UAMS Translational Research Institute (TRI) Director Laura James, M.D., concluded her tenure as co-chair of the national Clinical and Translational Sciences Award (CTSA) Steering Committee in December with an effort aimed at making clinical trials more informative and of higher quality. Her work, and those of other CTSA leaders, appears in a themed issue of the Journal of Clinical and Translational Science (JCTS), published in February.
Leading a team of five guest editors from CTSA institutions across the United States, James served as the first author of the journal issue’s editorial, “Scientia Pro Bono Humani Generis: Science for the Benefit of Humanity,” which introduces readers to the emphasis of the February issue.
The work was inspired by a 2019 paper in the Journal of the American Medical Association entitled, “Harms from Uninformative Trials.” The JAMA authors defined an uninformative trial as one lacking in meaning by the patient, clinician, researcher or policymaker.
In the JCTS editorial, James and her co-authors acknowledge the problems associated with uninformative clinical trials, writing, “Academic health organizations, funding agencies, and clinical trialists have been challenged to optimize clinical trial informativeness, and quality issues continue to plague the development and conduct of clinical trials.”

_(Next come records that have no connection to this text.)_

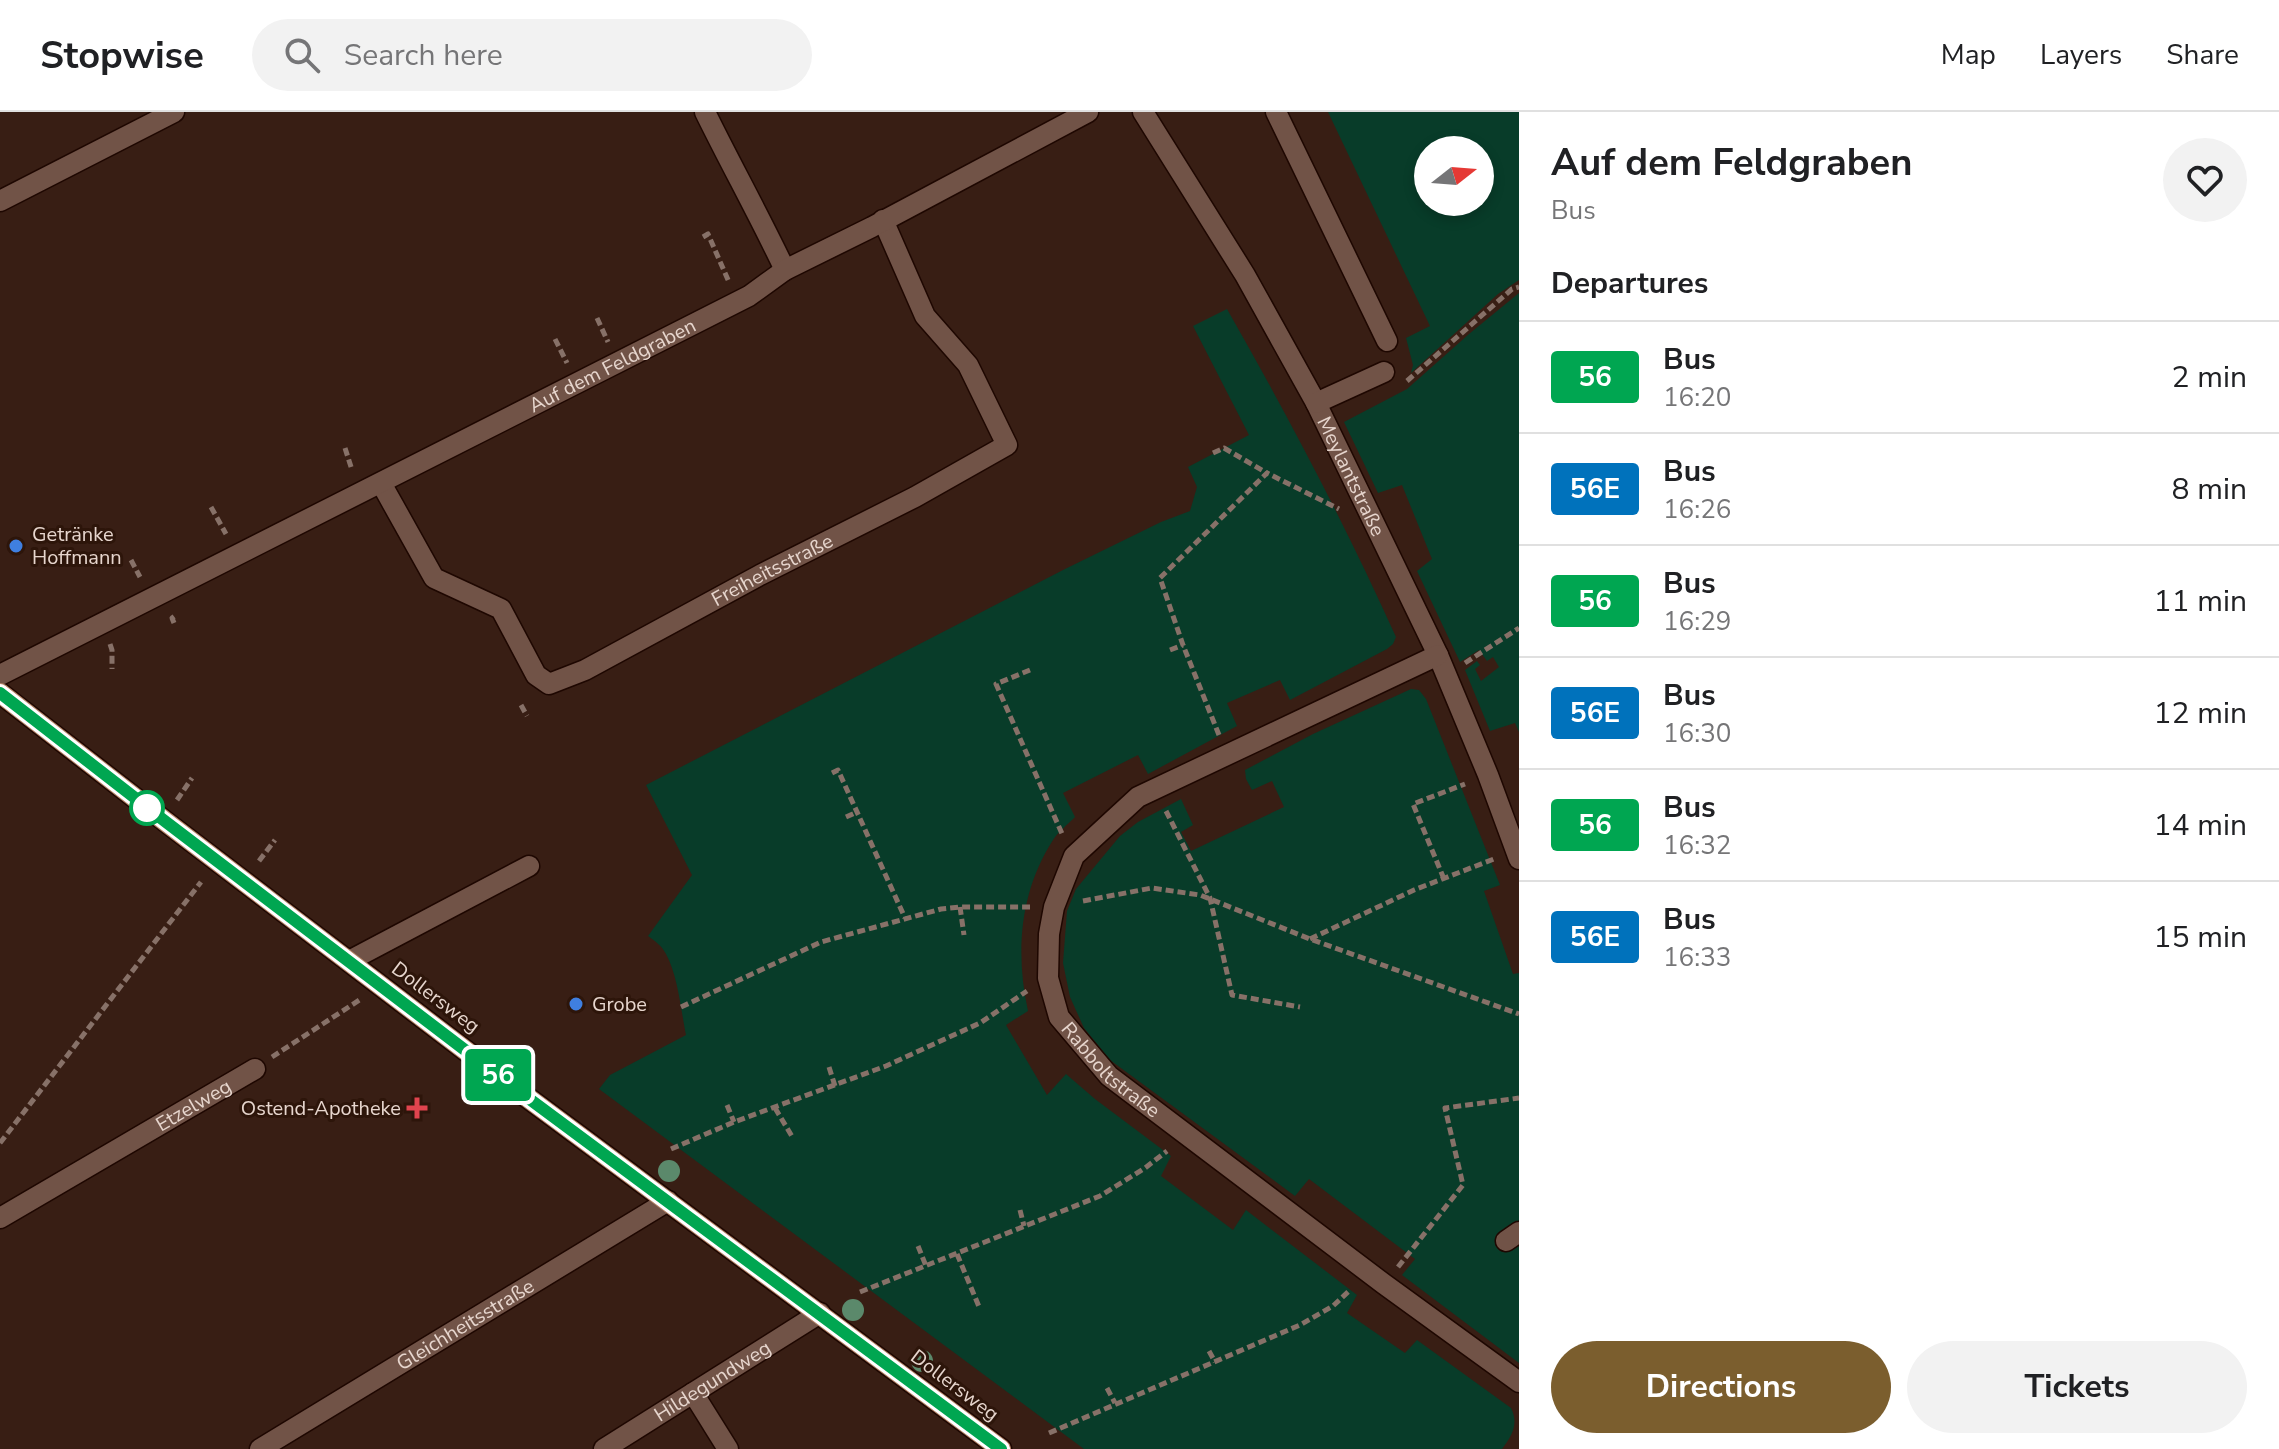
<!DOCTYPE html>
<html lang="en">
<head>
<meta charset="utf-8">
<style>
  body { margin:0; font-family:"Nunito Sans",sans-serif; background:#f2f2f2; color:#202124; height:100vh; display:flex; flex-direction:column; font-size:30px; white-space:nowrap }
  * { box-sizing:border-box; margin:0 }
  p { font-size:26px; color:#757577 }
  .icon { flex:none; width:44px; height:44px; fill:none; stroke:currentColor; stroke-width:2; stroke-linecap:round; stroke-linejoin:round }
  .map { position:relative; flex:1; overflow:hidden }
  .panel { display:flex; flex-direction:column; background:#fff; width:760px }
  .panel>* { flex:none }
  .badge { padding:0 16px; border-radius:6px; font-size:28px; line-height:52px }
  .needle { width:52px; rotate:73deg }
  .tools { position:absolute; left:1414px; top:24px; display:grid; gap:16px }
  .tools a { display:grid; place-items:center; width:80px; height:80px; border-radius:50%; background:#fff; box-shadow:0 4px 12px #0003; font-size:40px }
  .map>.badge { position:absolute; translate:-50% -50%; box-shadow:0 0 0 4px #fff }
  h2 { padding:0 32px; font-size:30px; line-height:72px }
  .round { display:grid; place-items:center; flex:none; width:84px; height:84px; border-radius:42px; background:#f2f2f2 }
  .headline { display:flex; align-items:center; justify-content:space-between; height:136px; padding:0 32px }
  h1 { font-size:38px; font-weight:700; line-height:60px }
  .cta { display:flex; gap:16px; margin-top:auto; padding:16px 32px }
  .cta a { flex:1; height:92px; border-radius:48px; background:#7b5e2e; color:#fff; font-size:32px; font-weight:700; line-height:92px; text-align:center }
  .cta a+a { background:#f2f2f2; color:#202124 }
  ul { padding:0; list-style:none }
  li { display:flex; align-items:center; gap:24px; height:112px; padding:0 32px; border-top:2px solid #e0e0e0 }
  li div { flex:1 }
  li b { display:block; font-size:30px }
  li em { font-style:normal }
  li .badge { min-width:88px; font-weight:700; text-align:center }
  header { display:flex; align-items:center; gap:48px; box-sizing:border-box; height:112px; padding:0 40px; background:#fff; border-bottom:2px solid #e0e0e0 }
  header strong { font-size:38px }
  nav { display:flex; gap:44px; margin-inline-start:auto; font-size:28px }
  .search { width:560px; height:72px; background:#f2f2f2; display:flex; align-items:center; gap:20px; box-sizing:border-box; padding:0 28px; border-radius:44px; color:#757577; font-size:30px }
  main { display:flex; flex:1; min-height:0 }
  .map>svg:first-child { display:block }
  .green { fill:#083c29; fill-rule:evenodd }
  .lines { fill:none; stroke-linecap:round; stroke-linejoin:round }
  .minor-casing { stroke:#1e0701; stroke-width:23 }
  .major-casing { stroke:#1e0701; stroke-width:23 }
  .path { stroke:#877168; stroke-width:5; stroke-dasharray:8 4; stroke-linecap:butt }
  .minor { stroke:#715347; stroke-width:20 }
  .major { stroke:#b58468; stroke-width:20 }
  .tree { fill:#5b896b }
  .line-casing { stroke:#fff; stroke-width:18 }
  .line { stroke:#00a651; stroke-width:12 }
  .shop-dot { fill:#3f7fe0; stroke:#2d150a; stroke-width:3 }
  .stop-dot { fill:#fff; stroke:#00a651; stroke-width:4 }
  .health-dot { fill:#e0444e; stroke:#2d150a; stroke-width:3 }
  .labels { text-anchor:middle; stroke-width:6; stroke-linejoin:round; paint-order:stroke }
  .street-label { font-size:20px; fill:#e7d6ce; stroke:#2d150a }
  .poi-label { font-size:20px; fill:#e7d6ce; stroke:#2d150a; text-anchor:start }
</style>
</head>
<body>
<header>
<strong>Stopwise</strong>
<div class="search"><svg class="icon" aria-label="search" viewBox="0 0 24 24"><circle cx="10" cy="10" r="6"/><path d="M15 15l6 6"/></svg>Search here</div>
<nav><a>Map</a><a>Layers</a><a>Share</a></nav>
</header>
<main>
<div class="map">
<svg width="1519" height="1337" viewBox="0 0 1519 1337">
  <rect width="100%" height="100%" fill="#381e14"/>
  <g class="green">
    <path d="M1328 0H1519V168L1498 182 1411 261 1413 253 1406 226 1430 214ZM1428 38H1480V90H1428Z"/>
    <polygon points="1519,181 1519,620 1515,611 1490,619 1465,558 1477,549 1480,553 1475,557 1481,569 1499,555 1493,545 1487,549 1479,538 1460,550 1417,459 1432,447 1402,373 1378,381 1344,310 1407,277 1469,222"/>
    <path d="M1227 197C1288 304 1345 412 1396 525L1393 532 1387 537 1290 588 1280 568 1227 591 1237 614 1148 662 1138 643 1063 681 1075 705C1068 712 1058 720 1053 728 1020 779 1015 840 1028 899L1006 913 1047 983 1066 962 1095 987 1171 1044 1161 1064 1233 1118 1246 1098 1357 1183 1347 1201 1405 1241 1417 1228 1511 1296C1519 1312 1512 1324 1502 1337H1084L599 977 610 963 686 923C681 899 678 864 666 842 662 834 655 829 648 824L692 763 646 673 1065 457 1161 410 1190 399 1197 375 1188 355 1249 323 1193 214Z"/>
    <polygon points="1411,577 1419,578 1426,587 1500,773 1484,779 1513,862 1519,861 1519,1251 1402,1163 1415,1147 1309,1067 1295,1084 1110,948 1084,916 1070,885 1063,851 1067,799 1076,777 1120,724 1138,710 1181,687 1193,713 1181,720 1191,739 1284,695 1272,669 1252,678 1246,667 1245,658 1313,622"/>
  </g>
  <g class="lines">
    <defs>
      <g id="minor">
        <path d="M705 0C731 53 760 105 785 158"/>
        <path id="s1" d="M1143 0 1245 163 1316 291 1438 543 1488 663 1519 747"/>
        <polyline points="1276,0 1387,229"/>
        <polyline points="0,89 174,0"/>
        <polyline points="1316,291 1384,260"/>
        <path id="s2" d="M381 371 434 466 501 497 536 563 549 572 585 558 760 463 915 385 1007 333 968 253 925 204 883 108"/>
        <path id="s3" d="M1438 543 1138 685 1074 744 1054 795 1049 822 1048 866 1059 905 1109 964 1384 1172 1519 1270"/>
        <path id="s4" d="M0 563 749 184 785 158 872 115 1088 0"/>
        <polyline points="349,849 529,754"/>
        <path id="s5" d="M0 1106 255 957"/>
        <polyline points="1506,1129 1519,1120"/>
        <polyline points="693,1281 728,1337"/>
        <path id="s6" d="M260 1337 668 1089"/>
        <path id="s7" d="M604 1337 820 1201"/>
      </g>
      <polyline id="major" points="0,581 166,710 520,980 1001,1337"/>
    </defs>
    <use href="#minor" class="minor-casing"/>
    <use href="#major" class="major-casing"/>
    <g class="path">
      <polyline points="703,125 708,122 729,170"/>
      <polyline points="597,206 608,230"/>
      <polyline points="555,227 567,251"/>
      <polyline points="1407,269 1512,177 1519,175"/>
      <polyline points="345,336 352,358"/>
      <polyline points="1213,341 1224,336 1267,361"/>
      <polyline points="211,395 226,422"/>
      <polyline points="131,448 140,465"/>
      <polyline points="174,511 172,506 176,503"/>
      <polyline points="110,532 112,538 112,557"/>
      <polyline points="1170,538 1183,533"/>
      <polyline points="1465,551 1519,516"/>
      <polyline points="1030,558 996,572 1063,724"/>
      <polyline points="521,593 527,604"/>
      <polyline points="1219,623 1183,533 1160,466 1267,361 1339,397"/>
      <polyline points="832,661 838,658 905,806"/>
      <polyline points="177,688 192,666"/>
      <polyline points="1166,699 1210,786 1232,883 1300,895"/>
      <polyline points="846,705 857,700"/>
      <polyline points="259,749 275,728"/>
      <polyline points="1444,767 1413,692 1465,672"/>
      <polyline points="1083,789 1152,776 1200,783 1310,827 1519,902"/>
      <polyline points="960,795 964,823"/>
      <polyline points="1310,827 1414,778 1494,747"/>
      <polyline points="681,895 821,830 941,797 960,795 1030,795"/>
      <polyline points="272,945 361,887"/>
      <polyline points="829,955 835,974"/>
      <polyline points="727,993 734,1010"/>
      <polyline points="775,996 793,1026"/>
      <polyline points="0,1031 201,770"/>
      <polyline points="671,1037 734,1010 886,954 980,911 1027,879"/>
      <polyline points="1020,1098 1024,1114"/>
      <polyline points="918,1134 926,1154"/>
      <polyline points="957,1142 980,1197"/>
      <polyline points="1398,1155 1463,1073 1445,996 1519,986"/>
      <polyline points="860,1180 1100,1084 1145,1056 1167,1039"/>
      <polyline points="1209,1239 1215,1250"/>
      <polyline points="1107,1276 1115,1291"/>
      <polyline points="1049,1321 1300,1213 1333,1194 1350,1178"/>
    </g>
    <use href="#minor" class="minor"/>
    <use href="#major" class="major"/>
  </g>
  <g class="tree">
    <circle cx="669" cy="1059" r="11"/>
    <circle cx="853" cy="1198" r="11"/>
    <circle cx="922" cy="1249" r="11"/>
  </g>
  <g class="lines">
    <defs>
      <polyline id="line" points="0,581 166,710 520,980 1001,1337"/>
    </defs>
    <use href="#line" class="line-casing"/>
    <use href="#line" class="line"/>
  </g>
  <g class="shop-dot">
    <circle cx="16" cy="434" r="8"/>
    <circle cx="576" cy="892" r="8"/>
  </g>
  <circle class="stop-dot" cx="147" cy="696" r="16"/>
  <path class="health-dot" d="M413 984h8v8h8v8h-8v8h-8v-8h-8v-8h8z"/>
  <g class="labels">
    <g class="street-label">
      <text dy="7" stroke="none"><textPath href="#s4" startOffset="686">Auf dem Feldgraben</textPath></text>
      <text dy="7" stroke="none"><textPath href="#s1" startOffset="420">Meylantstraße</textPath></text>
      <text dy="7" stroke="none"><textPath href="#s2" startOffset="524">Freiheitsstraße</textPath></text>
      <text transform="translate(436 885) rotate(37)" y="7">Dollersweg</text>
      <text dy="7" stroke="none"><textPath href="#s3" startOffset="660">Rabboltstraße</textPath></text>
      <text dy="7" stroke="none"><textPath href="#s5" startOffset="224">Etzelweg</textPath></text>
      <text dy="7" stroke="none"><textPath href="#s6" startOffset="240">Gleichheitsstraße</textPath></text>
      <text dy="7" stroke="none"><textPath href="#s7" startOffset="128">Hildegundweg</textPath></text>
      <text transform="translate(955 1273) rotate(37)" y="7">Dollersweg</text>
    </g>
    <g class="poi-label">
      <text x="32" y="429">Getränke<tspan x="32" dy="23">Hoffmann</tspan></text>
      <text x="592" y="899">Grobe</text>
      <text x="401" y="1003" text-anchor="end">Ostend-Apotheke</text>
    </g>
  </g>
</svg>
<div class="tools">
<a><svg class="needle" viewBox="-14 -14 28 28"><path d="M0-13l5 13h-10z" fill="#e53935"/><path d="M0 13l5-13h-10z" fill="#757577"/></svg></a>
</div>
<b class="badge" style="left:498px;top:963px;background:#00a651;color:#fff">56</b>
</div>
<section class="panel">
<div class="headline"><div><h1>Auf dem Feldgraben</h1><p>Bus</p></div><a class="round"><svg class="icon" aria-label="heart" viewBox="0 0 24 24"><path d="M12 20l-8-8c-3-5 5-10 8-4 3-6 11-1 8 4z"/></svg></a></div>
<h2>Departures</h2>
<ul>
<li><span class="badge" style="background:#00a651;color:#fff">56</span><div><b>Bus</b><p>16:20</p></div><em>2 min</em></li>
<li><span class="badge" style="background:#0072bc;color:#fff">56E</span><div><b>Bus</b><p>16:26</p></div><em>8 min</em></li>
<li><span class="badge" style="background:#00a651;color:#fff">56</span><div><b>Bus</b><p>16:29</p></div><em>11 min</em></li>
<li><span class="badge" style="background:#0072bc;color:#fff">56E</span><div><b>Bus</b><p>16:30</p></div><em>12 min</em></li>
<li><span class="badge" style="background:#00a651;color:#fff">56</span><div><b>Bus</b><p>16:32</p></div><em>14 min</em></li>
<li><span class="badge" style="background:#0072bc;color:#fff">56E</span><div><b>Bus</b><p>16:33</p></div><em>15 min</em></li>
</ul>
<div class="cta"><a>Directions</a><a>Tickets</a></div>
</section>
</main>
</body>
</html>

Multiple potential solutions are offered in the journal’s manuscripts, which highlight innovations for enhancing the informativeness and quality of clinical trials.
One example for improving clinical trial efficiency is the use of adaptive trials, James said. Adaptive trials use prespecified rules to modify the course of a trial and to optimize it based on the incoming results.
“Adaptive trial designs are a new approach to clinical trials that are moving us away from traditional double-blind placebo-controlled trials,” James said.
Infrastructure, training, participant recruitment and other factors are addressed in the report.
“We looked at multiple aspects of uninformative clinical trials in this issue, so we addressed common problems at the institutional as well as the study level,” James said. “We’re asking, what are the academic health organizations doing to ensure that their trials are of the highest quality, and are they really going to have an impact on human health?”
“As stewards of public funds that support the development of clinical trials, it is critical that we optimize clinical trial designs so that we create trials that move us forward in improving the health of individuals and communities,” she said.